━━━ DATA TO PROCESS

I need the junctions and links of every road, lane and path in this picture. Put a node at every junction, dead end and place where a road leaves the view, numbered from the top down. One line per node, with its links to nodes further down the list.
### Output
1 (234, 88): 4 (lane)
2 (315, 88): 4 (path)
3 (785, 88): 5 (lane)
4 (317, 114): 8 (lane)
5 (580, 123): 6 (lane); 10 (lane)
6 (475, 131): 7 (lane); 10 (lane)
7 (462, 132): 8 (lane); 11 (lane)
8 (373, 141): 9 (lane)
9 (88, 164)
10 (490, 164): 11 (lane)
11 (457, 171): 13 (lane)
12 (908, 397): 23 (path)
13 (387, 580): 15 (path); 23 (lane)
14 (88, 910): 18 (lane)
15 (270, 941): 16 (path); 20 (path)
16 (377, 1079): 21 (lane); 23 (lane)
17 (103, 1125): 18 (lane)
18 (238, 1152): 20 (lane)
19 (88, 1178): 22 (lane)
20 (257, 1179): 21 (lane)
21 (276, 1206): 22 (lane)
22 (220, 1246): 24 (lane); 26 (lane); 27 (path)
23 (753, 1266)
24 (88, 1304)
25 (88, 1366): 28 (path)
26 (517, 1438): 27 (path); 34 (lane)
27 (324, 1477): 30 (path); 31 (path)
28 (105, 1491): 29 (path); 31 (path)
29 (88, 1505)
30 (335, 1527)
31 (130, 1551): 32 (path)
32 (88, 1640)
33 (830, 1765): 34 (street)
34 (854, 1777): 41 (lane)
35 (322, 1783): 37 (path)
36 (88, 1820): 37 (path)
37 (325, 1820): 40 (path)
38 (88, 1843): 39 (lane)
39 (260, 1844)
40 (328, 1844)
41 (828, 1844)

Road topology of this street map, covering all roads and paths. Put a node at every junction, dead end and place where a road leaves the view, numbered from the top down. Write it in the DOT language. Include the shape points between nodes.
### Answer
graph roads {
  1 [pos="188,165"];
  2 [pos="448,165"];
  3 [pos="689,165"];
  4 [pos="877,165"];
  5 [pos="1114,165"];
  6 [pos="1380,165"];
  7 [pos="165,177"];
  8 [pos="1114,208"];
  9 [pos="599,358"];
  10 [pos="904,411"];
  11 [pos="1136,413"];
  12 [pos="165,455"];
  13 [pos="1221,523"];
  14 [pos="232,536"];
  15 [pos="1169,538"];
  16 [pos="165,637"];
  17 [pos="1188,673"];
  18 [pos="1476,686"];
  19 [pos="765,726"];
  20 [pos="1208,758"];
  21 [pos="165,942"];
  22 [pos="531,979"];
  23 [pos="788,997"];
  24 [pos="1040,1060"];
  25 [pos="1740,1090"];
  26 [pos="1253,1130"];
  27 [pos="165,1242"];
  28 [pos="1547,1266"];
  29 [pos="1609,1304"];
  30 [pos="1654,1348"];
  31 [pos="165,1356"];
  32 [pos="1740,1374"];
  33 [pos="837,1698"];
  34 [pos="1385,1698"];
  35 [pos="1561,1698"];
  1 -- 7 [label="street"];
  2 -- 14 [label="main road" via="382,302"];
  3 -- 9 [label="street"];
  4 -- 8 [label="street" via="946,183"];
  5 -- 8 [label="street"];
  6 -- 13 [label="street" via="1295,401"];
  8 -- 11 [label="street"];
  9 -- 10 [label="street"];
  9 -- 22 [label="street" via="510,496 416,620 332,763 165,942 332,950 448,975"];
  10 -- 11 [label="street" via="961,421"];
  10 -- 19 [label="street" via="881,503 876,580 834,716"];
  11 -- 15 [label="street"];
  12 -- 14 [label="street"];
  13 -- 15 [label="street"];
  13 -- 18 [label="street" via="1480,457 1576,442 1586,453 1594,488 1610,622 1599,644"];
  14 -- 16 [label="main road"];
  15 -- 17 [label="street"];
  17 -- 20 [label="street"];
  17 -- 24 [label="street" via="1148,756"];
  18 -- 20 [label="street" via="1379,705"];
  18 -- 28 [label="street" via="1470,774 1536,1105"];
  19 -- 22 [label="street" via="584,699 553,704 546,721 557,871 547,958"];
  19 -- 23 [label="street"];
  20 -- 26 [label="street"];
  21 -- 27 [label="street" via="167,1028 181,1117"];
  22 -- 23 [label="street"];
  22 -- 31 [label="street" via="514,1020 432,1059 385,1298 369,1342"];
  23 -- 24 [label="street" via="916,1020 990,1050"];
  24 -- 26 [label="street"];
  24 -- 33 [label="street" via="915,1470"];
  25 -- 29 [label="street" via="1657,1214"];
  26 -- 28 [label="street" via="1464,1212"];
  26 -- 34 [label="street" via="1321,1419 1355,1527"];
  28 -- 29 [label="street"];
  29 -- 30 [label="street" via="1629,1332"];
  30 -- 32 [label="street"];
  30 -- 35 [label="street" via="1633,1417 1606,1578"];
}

━━━━━━

WORK TASK:
Number of lines above with the word "this": supply it alone.

EXERCISE RESPONSE:
2